## PROBLEM
Would you print the records below from the first line through the line containing "I need the junctions", skipping the pictures?

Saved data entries
Segment Open
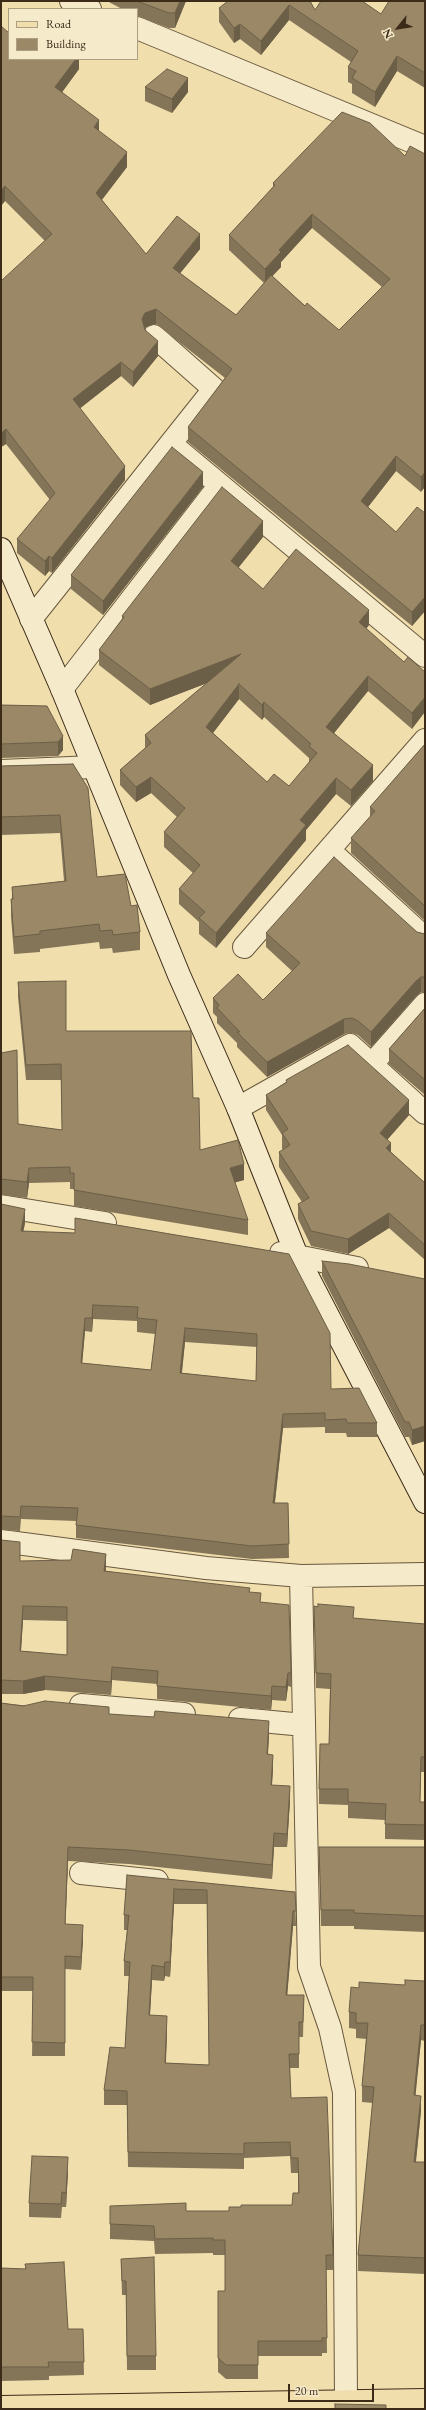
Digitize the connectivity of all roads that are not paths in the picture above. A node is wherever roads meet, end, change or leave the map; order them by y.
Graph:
1 (71, 1) edge
2 (88, 8) edge
3 (138, 28) edge
4 (425, 147) edge
5 (154, 336) edge
6 (171, 444) junction
7 (219, 486) junction
8 (1, 549) edge
9 (31, 619) junction
10 (425, 656) edge
11 (62, 689) junction
12 (425, 740) edge
13 (93, 766) junction
14 (1, 771) edge
15 (329, 850) junction
16 (425, 938) edge
17 (244, 947) dead end
18 (425, 1004) edge
19 (372, 1064) junction
20 (238, 1108) junction
21 (425, 1113) edge
22 (1, 1206) edge
23 (128, 1227) edge
24 (258, 1249) edge
25 (297, 1256) junction
26 (380, 1273) edge
27 (425, 1502) edge
28 (1, 1541) edge
29 (425, 1574) edge
30 (301, 1576) junction
31 (60, 1703) edge
32 (304, 1725) junction
33 (307, 1850) junction
34 (330, 1851) edge
35 (81, 1873) dead end
36 (175, 1882) edge
37 (284, 1893) edge
38 (308, 1895) junction
39 (346, 2400) junction
40 (425, 2400) edge
41 (1, 2407) edge
42 (176, 2407) edge

1 - 2 street
3 - 4 street
5 - 6 street
6 - 7 street
6 - 9 street
7 - 10 street
7 - 11 street
8 - 9 street
9 - 11 street
11 - 13 street
12 - 15 street
13 - 14 street
13 - 20 street
15 - 16 street
15 - 17 street
18 - 19 street
19 - 20 street
19 - 21 street
20 - 25 street
22 - 23 street
24 - 25 street
25 - 26 street
25 - 27 street
28 - 30 street
29 - 30 street
30 - 32 street
31 - 32 street
32 - 33 street
33 - 34 street
33 - 38 street
35 - 36 street
37 - 38 street
38 - 39 street
39 - 40 main road
39 - 42 main road
41 - 42 main road

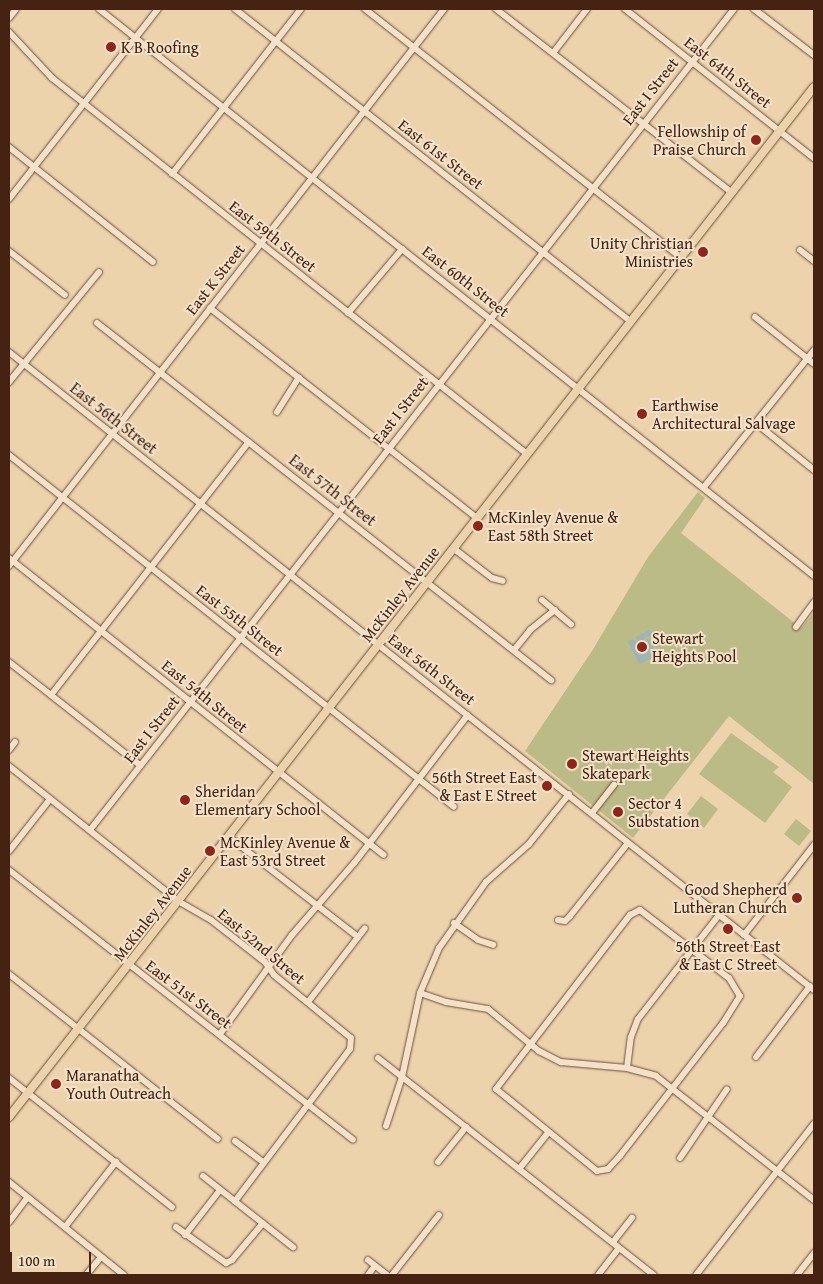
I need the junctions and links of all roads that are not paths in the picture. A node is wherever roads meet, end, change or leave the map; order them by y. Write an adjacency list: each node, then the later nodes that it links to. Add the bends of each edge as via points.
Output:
1 (16, 9): 13 (street)
2 (100, 9): 15 (street, East 60th Street)
3 (158, 9): 15 (street)
4 (235, 9): 16 (street, East 61st Street)
5 (301, 9): 16 (street)
6 (365, 9): 17 (street)
7 (444, 9): 17 (street, East K Street)
8 (496, 9): 18 (street)
9 (587, 9): 18 (street)
10 (625, 9): 20 (street, East 64th Street)
11 (734, 9): 20 (street, East I Street)
12 (754, 9): 19 (street)
13 (9, 18)
14 (9, 32): 22 (street, East 59th Street, via 39,67)
15 (136, 38): 22 (street); 23 (street, East 60th Street)
16 (276, 41): 23 (street); 24 (street, East 61st Street)
17 (413, 47): 24 (street, East K Street); 32 (street)
18 (553, 53): 25 (street)
19 (814, 55)
20 (691, 61): 25 (street, East I Street); 26 (street, East 64th Street)
21 (814, 87): 26 (main road, McKinley Avenue)
22 (84, 103): 29 (street); 30 (street, East 59th Street)
23 (224, 107): 30 (street); 31 (street, East 60th Street)
24 (364, 111): 31 (street, East K Street); 39 (street, East 61st Street)
25 (642, 123): 32 (street, East I Street); 33 (street)
26 (780, 130): 28 (street, East 64th Street); 33 (main road, McKinley Avenue)
27 (9, 147): 29 (street)
28 (814, 158)
29 (34, 167): 34 (street); 42 (street)
30 (172, 174): 35 (street, East 59th Street)
31 (312, 177): 35 (street, East K Street); 36 (street, East 60th Street)
32 (591, 187): 39 (street, East I Street); 40 (street)
33 (730, 192): 40 (main road, McKinley Avenue)
34 (9, 199)
35 (261, 243): 45 (street, East K Street); 46 (street, East 59th Street)
36 (402, 249): 46 (street); 47 (street, East 60th Street)
37 (800, 250): 41 (street)
38 (9, 251): 44 (street)
39 (542, 251): 47 (street, East I Street); 49 (street, East 61st Street)
40 (680, 257): 49 (main road, McKinley Avenue)
41 (814, 261)
42 (153, 262)
43 (99, 272): 54 (street)
44 (65, 295)
45 (210, 308): 56 (street, East K Street); 57 (street)
46 (348, 313): 59 (street, East 59th Street)
47 (490, 317): 59 (street, East I Street); 60 (street, East 60th Street)
48 (756, 317): 53 (street)
49 (630, 321): 60 (main road, McKinley Avenue)
50 (97, 323): 56 (street, East 57th Street)
51 (814, 350): 53 (street)
52 (9, 352): 54 (street, East 56th Street)
53 (807, 359): 55 (street); 62 (street)
54 (24, 364): 58 (street); 63 (street, East 56th Street)
55 (814, 364)
56 (160, 372): 63 (street, East K Street); 64 (street, East 57th Street)
57 (299, 378): 61 (street); 65 (street)
58 (9, 382)
59 (438, 384): 65 (street, East I Street); 66 (street, East 59th Street)
60 (579, 388): 66 (main road, McKinley Avenue); 69 (street, East 60th Street)
61 (277, 412)
62 (757, 424): 68 (street); 69 (street)
63 (112, 433): 70 (street, East K Street); 71 (street, East 56th Street)
64 (249, 442): 71 (street); 72 (street, East 57th Street)
65 (388, 448): 72 (street, East I Street); 73 (street)
66 (527, 454): 73 (main road, McKinley Avenue)
67 (9, 455): 70 (street, East 55th Street)
68 (814, 470)
69 (704, 487): 78 (street, East 60th Street)
70 (63, 497): 75 (street, East K Street); 76 (street, East 55th Street)
71 (201, 504): 76 (street); 77 (street, East 56th Street)
72 (338, 512): 77 (street, East I Street); 80 (street, East 57th Street)
73 (477, 518): 74 (main road, McKinley Avenue)
74 (453, 548): 79 (street, via 492,578); 80 (main road, McKinley Avenue)
75 (10, 562): 86 (street, East 54th Street)
76 (151, 567): 86 (street); 87 (street, East 55th Street)
77 (289, 575): 87 (street, East I Street); 88 (street, East 56th Street)
78 (814, 576)
79 (503, 581)
80 (427, 582): 88 (main road, McKinley Avenue); 89 (street, East 57th Street)
81 (542, 600): 83 (street)
82 (814, 602): 85 (street)
83 (555, 610): 84 (street); 89 (street, via 530,630)
84 (571, 624)
85 (796, 627)
86 (101, 631): 92 (street); 93 (street, East 54th Street)
87 (240, 638): 93 (street, East I Street); 94 (street, East 55th Street)
88 (378, 645): 94 (main road, McKinley Avenue); 95 (street, East 56th Street)
89 (514, 650): 91 (street, East 57th Street)
90 (9, 662): 92 (street)
91 (551, 680)
92 (51, 695): 98 (street)
93 (190, 702): 98 (street, East I Street); 100 (street, East 54th Street)
94 (329, 707): 100 (main road, McKinley Avenue); 101 (street, East 55th Street)
95 (468, 715): 101 (street); 103 (street, East 56th Street)
96 (15, 742): 97 (street)
97 (9, 750)
98 (140, 765): 107 (street, East I Street)
99 (9, 766): 104 (street, East 52nd Street)
100 (278, 772): 108 (main road, McKinley Avenue); 109 (street, East 54th Street)
101 (418, 779): 105 (street, East 55th Street); 109 (street)
102 (614, 786): 106 (street)
103 (569, 794): 106 (street, East 56th Street); 119 (street, via 529,844 486,882)
104 (50, 799): 107 (street, East 52nd Street); 112 (street)
105 (454, 807)
106 (592, 813): 110 (street, East 56th Street)
107 (90, 830): 115 (street, East 52nd Street)
108 (229, 837): 115 (main road, McKinley Avenue); 116 (street)
109 (368, 842): 113 (street, East 54th Street); 116 (street)
110 (628, 843): 117 (street, East 56th Street); 118 (street, via 570,916 565,921)
111 (814, 845): 121 (street)
112 (9, 851)
113 (384, 855)
114 (9, 870): 125 (street, East 51st Street)
115 (178, 901): 125 (main road, McKinley Avenue); 126 (street, East 52nd Street, via 211,920)
116 (318, 906): 122 (street); 126 (street)
117 (719, 916): 121 (street, East 56th Street); 124 (street)
118 (558, 920)
119 (454, 923): 123 (street, via 478,940); 129 (street, via 434,958)
120 (365, 928): 122 (street)
121 (744, 935): 128 (street, East 56th Street)
122 (358, 937): 130 (street)
123 (493, 944)
124 (693, 949): 133 (street, via 646,912 635,910); 136 (street, via 635,1025); 140 (street, via 729,978 740,993 732,1011)
125 (128, 965): 131 (main road, McKinley Avenue); 132 (street, East 51st Street)
126 (268, 967): 130 (street, East 52nd Street); 132 (street)
127 (9, 974): 131 (street)
128 (812, 988): 134 (street)
129 (420, 993): 133 (street, via 446,1002 486,1008); 137 (street)
130 (308, 1002): 142 (street, East 52nd Street, via 345,1031 352,1042)
131 (78, 1030): 141 (main road, McKinley Avenue); 149 (street)
132 (220, 1034): 142 (street, East 51st Street)
133 (530, 1043): 136 (street, via 549,1057 568,1064); 148 (street, via 496,1089)
134 (756, 1057)
135 (378, 1058): 137 (street)
136 (626, 1068): 140 (street, via 654,1074)
137 (402, 1077): 146 (street); 147 (street)
138 (9, 1078): 141 (street)
139 (728, 1089): 143 (street)
140 (672, 1090): 143 (street); 148 (street, via 610,1167 602,1171 590,1169)
141 (28, 1093): 144 (main road, McKinley Avenue); 153 (street)
142 (309, 1104): 150 (street, East 51st Street); 155 (street)
143 (706, 1116): 152 (street); 157 (street)
144 (9, 1117)
145 (814, 1124): 157 (street)
146 (386, 1126)
147 (466, 1127): 154 (street); 156 (street)
148 (548, 1134): 156 (street)
149 (218, 1139)
150 (353, 1140)
151 (235, 1141): 155 (street)
152 (680, 1158)
153 (116, 1162): 164 (street); 169 (street)
154 (438, 1162)
155 (264, 1163): 163 (street)
156 (519, 1169): 172 (street)
157 (778, 1171): 162 (street); 186 (street)
158 (203, 1176): 160 (street)
159 (9, 1182): 161 (street)
160 (220, 1190): 163 (street); 171 (street)
161 (28, 1198): 167 (street); 169 (street)
162 (814, 1200)
163 (235, 1201): 168 (street)
164 (172, 1207)
165 (439, 1215): 183 (street)
166 (632, 1218): 172 (street)
167 (9, 1222)
168 (263, 1223): 171 (street, via 227,1263 221,1262); 173 (street)
169 (65, 1227): 176 (street)
170 (176, 1227): 171 (street)
171 (185, 1234)
172 (613, 1242): 174 (street)
173 (293, 1247)
174 (619, 1248): 184 (street); 185 (street)
175 (814, 1253): 187 (street)
176 (101, 1256): 179 (street); 180 (street)
177 (368, 1260): 178 (street)
178 (374, 1267): 181 (street); 182 (street)
179 (86, 1275)
180 (124, 1275)
181 (368, 1275)
182 (388, 1275): 183 (street)
183 (393, 1275)
184 (598, 1275)
185 (654, 1275)
186 (696, 1275)
187 (797, 1275)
Segment Closed
## EXERCISE SOLUTION
Digitize the connectivity of all roads that are not paths in the picture above. A node is wherever roads meet, end, change or leave the map; order them by y.
Graph:
1 (71, 1) edge
2 (88, 8) edge
3 (138, 28) edge
4 (425, 147) edge
5 (154, 336) edge
6 (171, 444) junction
7 (219, 486) junction
8 (1, 549) edge
9 (31, 619) junction
10 (425, 656) edge
11 (62, 689) junction
12 (425, 740) edge
13 (93, 766) junction
14 (1, 771) edge
15 (329, 850) junction
16 (425, 938) edge
17 (244, 947) dead end
18 (425, 1004) edge
19 (372, 1064) junction
20 (238, 1108) junction
21 (425, 1113) edge
22 (1, 1206) edge
23 (128, 1227) edge
24 (258, 1249) edge
25 (297, 1256) junction
26 (380, 1273) edge
27 (425, 1502) edge
28 (1, 1541) edge
29 (425, 1574) edge
30 (301, 1576) junction
31 (60, 1703) edge
32 (304, 1725) junction
33 (307, 1850) junction
34 (330, 1851) edge
35 (81, 1873) dead end
36 (175, 1882) edge
37 (284, 1893) edge
38 (308, 1895) junction
39 (346, 2400) junction
40 (425, 2400) edge
41 (1, 2407) edge
42 (176, 2407) edge

1 - 2 street
3 - 4 street
5 - 6 street
6 - 7 street
6 - 9 street
7 - 10 street
7 - 11 street
8 - 9 street
9 - 11 street
11 - 13 street
12 - 15 street
13 - 14 street
13 - 20 street
15 - 16 street
15 - 17 street
18 - 19 street
19 - 20 street
19 - 21 street
20 - 25 street
22 - 23 street
24 - 25 street
25 - 26 street
25 - 27 street
28 - 30 street
29 - 30 street
30 - 32 street
31 - 32 street
32 - 33 street
33 - 34 street
33 - 38 street
35 - 36 street
37 - 38 street
38 - 39 street
39 - 40 main road
39 - 42 main road
41 - 42 main road

I need the junctions and links of all roads that are not paths in the picture. A node is wherever roads meet, end, change or leave the map; order them by y. Write an adjacency list: each node, then the later nodes that it links to. Add the bends of each edge as via points.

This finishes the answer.